The Association of Single Nucleotide Polymorphisms in the Catechol-O-Methyltransferase Gene and Pain Scores in Female Patients With Major Depressive Disorder


      We tested the hypothesis that single nucleotide polymorphisms (SNPs) in the catechol-O-methyltransferase (COMT) gene are associated with baseline pain levels in patients with major depressive disorder (MDD). Pain levels were quantified using a visual analog scale (VAS) for pain. Data from 159 female and 93 male self-reported white patients with MDD were analyzed.

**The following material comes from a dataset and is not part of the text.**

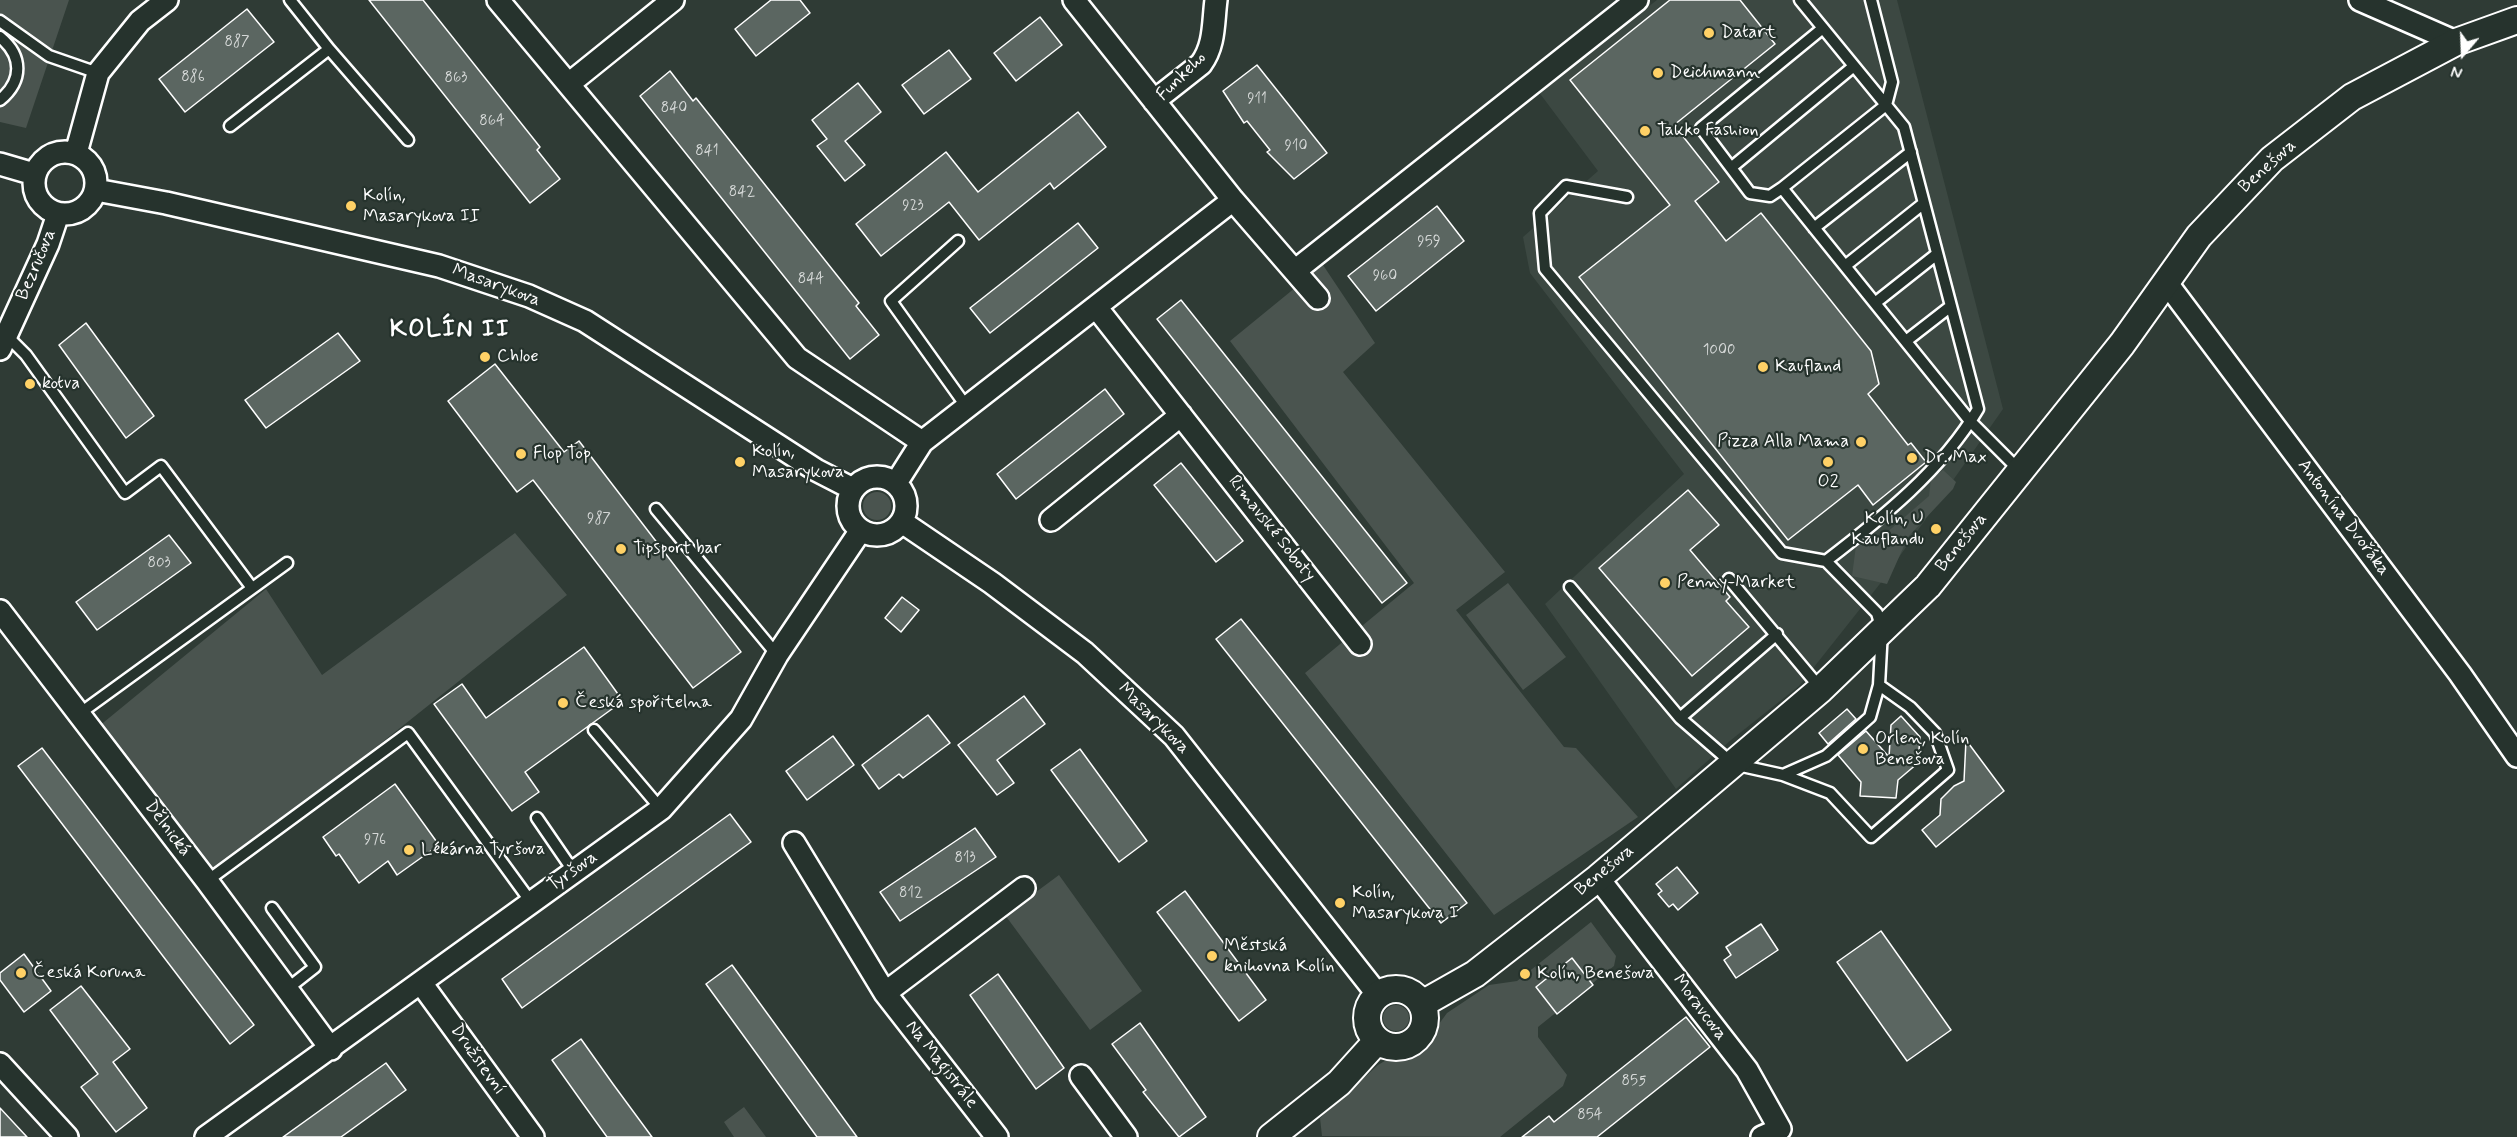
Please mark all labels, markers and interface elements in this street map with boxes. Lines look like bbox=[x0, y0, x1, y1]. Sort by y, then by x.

The associations between a haplotype previously associated with pain sensitivity created using COMT SNPs rs6269, rs4633, rs4818, and rs4680, and the proportion of female patients with “Pain While Awake” and “Overall Pain” at baseline were statistically significant (P < .05). In male patients, no statistically significant associations between COMT haplotypes and baseline pain scores were seen. The rs165599 SNP, which has previously been associated with response of depressive symptoms to treatment in patients with MDD, did not impact baseline pain in either gender. In conclusion, baseline pain levels appear to be associated with the COMT pain sensitivity haplotype in female patients with MDD.


      This article presents associations of the COMT pain sensitivity haplotype and baseline pain levels in female patients with MDD. This finding could potentially help clinicians who seek to assess how genetic polymorphisms may contribute to a patient's pain experience.